§ Task objective:
Exact reproduction of the following data is required.
Extracted material Start Marker
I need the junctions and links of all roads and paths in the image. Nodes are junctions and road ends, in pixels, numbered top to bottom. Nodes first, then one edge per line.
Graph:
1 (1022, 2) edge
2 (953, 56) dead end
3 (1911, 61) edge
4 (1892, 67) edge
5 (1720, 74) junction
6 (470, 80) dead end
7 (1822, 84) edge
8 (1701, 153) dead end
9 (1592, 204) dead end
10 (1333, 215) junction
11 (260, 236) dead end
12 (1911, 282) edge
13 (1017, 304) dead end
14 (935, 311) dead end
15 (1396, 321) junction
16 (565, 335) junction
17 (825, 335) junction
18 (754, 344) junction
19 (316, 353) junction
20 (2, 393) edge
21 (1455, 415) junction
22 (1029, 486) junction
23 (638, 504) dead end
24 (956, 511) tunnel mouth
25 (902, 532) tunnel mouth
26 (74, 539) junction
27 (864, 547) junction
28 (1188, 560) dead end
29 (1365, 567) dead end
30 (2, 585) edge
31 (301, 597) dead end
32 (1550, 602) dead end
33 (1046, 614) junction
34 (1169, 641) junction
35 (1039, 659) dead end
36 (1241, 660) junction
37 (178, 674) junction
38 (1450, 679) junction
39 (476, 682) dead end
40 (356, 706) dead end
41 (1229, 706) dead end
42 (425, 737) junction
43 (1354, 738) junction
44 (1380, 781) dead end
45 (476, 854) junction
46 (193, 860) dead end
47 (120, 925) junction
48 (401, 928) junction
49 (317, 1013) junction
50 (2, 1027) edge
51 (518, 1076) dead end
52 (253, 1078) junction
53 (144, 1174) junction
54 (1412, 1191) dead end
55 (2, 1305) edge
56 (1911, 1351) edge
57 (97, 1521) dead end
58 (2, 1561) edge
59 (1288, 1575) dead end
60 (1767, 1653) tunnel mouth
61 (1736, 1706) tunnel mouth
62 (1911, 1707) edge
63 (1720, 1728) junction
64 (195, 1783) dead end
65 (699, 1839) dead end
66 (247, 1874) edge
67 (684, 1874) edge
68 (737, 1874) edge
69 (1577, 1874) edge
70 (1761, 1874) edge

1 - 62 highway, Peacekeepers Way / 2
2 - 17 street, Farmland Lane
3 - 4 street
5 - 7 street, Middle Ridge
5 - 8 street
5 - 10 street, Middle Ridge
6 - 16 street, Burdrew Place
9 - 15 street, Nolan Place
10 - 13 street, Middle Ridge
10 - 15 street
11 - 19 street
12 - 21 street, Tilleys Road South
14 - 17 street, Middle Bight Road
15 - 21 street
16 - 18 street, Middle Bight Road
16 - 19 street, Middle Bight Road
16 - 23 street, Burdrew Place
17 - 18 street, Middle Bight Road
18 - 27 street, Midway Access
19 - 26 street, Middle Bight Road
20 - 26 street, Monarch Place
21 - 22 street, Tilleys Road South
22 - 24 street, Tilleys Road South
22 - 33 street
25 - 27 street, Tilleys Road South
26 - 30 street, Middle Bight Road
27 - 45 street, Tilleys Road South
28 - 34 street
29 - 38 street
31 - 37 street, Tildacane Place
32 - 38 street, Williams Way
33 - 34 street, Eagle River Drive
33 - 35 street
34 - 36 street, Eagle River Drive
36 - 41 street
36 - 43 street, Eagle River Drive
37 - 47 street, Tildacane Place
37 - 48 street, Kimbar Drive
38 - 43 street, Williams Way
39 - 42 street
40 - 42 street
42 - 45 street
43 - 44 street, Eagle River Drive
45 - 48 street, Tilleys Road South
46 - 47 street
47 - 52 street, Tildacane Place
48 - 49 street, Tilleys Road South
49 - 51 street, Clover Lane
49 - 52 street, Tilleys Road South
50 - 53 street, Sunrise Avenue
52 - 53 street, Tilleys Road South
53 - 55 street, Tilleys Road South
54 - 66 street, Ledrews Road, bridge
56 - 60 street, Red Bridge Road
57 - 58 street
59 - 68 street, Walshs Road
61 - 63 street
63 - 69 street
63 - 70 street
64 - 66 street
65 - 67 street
Extracted material End Marker
§ Answer to this task:
I need the junctions and links of all roads and paths in the image. Nodes are junctions and road ends, in pixels, numbered top to bottom. Nodes first, then one edge per line.
Graph:
1 (1022, 2) edge
2 (953, 56) dead end
3 (1911, 61) edge
4 (1892, 67) edge
5 (1720, 74) junction
6 (470, 80) dead end
7 (1822, 84) edge
8 (1701, 153) dead end
9 (1592, 204) dead end
10 (1333, 215) junction
11 (260, 236) dead end
12 (1911, 282) edge
13 (1017, 304) dead end
14 (935, 311) dead end
15 (1396, 321) junction
16 (565, 335) junction
17 (825, 335) junction
18 (754, 344) junction
19 (316, 353) junction
20 (2, 393) edge
21 (1455, 415) junction
22 (1029, 486) junction
23 (638, 504) dead end
24 (956, 511) tunnel mouth
25 (902, 532) tunnel mouth
26 (74, 539) junction
27 (864, 547) junction
28 (1188, 560) dead end
29 (1365, 567) dead end
30 (2, 585) edge
31 (301, 597) dead end
32 (1550, 602) dead end
33 (1046, 614) junction
34 (1169, 641) junction
35 (1039, 659) dead end
36 (1241, 660) junction
37 (178, 674) junction
38 (1450, 679) junction
39 (476, 682) dead end
40 (356, 706) dead end
41 (1229, 706) dead end
42 (425, 737) junction
43 (1354, 738) junction
44 (1380, 781) dead end
45 (476, 854) junction
46 (193, 860) dead end
47 (120, 925) junction
48 (401, 928) junction
49 (317, 1013) junction
50 (2, 1027) edge
51 (518, 1076) dead end
52 (253, 1078) junction
53 (144, 1174) junction
54 (1412, 1191) dead end
55 (2, 1305) edge
56 (1911, 1351) edge
57 (97, 1521) dead end
58 (2, 1561) edge
59 (1288, 1575) dead end
60 (1767, 1653) tunnel mouth
61 (1736, 1706) tunnel mouth
62 (1911, 1707) edge
63 (1720, 1728) junction
64 (195, 1783) dead end
65 (699, 1839) dead end
66 (247, 1874) edge
67 (684, 1874) edge
68 (737, 1874) edge
69 (1577, 1874) edge
70 (1761, 1874) edge

1 - 62 highway, Peacekeepers Way / 2
2 - 17 street, Farmland Lane
3 - 4 street
5 - 7 street, Middle Ridge
5 - 8 street
5 - 10 street, Middle Ridge
6 - 16 street, Burdrew Place
9 - 15 street, Nolan Place
10 - 13 street, Middle Ridge
10 - 15 street
11 - 19 street
12 - 21 street, Tilleys Road South
14 - 17 street, Middle Bight Road
15 - 21 street
16 - 18 street, Middle Bight Road
16 - 19 street, Middle Bight Road
16 - 23 street, Burdrew Place
17 - 18 street, Middle Bight Road
18 - 27 street, Midway Access
19 - 26 street, Middle Bight Road
20 - 26 street, Monarch Place
21 - 22 street, Tilleys Road South
22 - 24 street, Tilleys Road South
22 - 33 street
25 - 27 street, Tilleys Road South
26 - 30 street, Middle Bight Road
27 - 45 street, Tilleys Road South
28 - 34 street
29 - 38 street
31 - 37 street, Tildacane Place
32 - 38 street, Williams Way
33 - 34 street, Eagle River Drive
33 - 35 street
34 - 36 street, Eagle River Drive
36 - 41 street
36 - 43 street, Eagle River Drive
37 - 47 street, Tildacane Place
37 - 48 street, Kimbar Drive
38 - 43 street, Williams Way
39 - 42 street
40 - 42 street
42 - 45 street
43 - 44 street, Eagle River Drive
45 - 48 street, Tilleys Road South
46 - 47 street
47 - 52 street, Tildacane Place
48 - 49 street, Tilleys Road South
49 - 51 street, Clover Lane
49 - 52 street, Tilleys Road South
50 - 53 street, Sunrise Avenue
52 - 53 street, Tilleys Road South
53 - 55 street, Tilleys Road South
54 - 66 street, Ledrews Road, bridge
56 - 60 street, Red Bridge Road
57 - 58 street
59 - 68 street, Walshs Road
61 - 63 street
63 - 69 street
63 - 70 street
64 - 66 street
65 - 67 street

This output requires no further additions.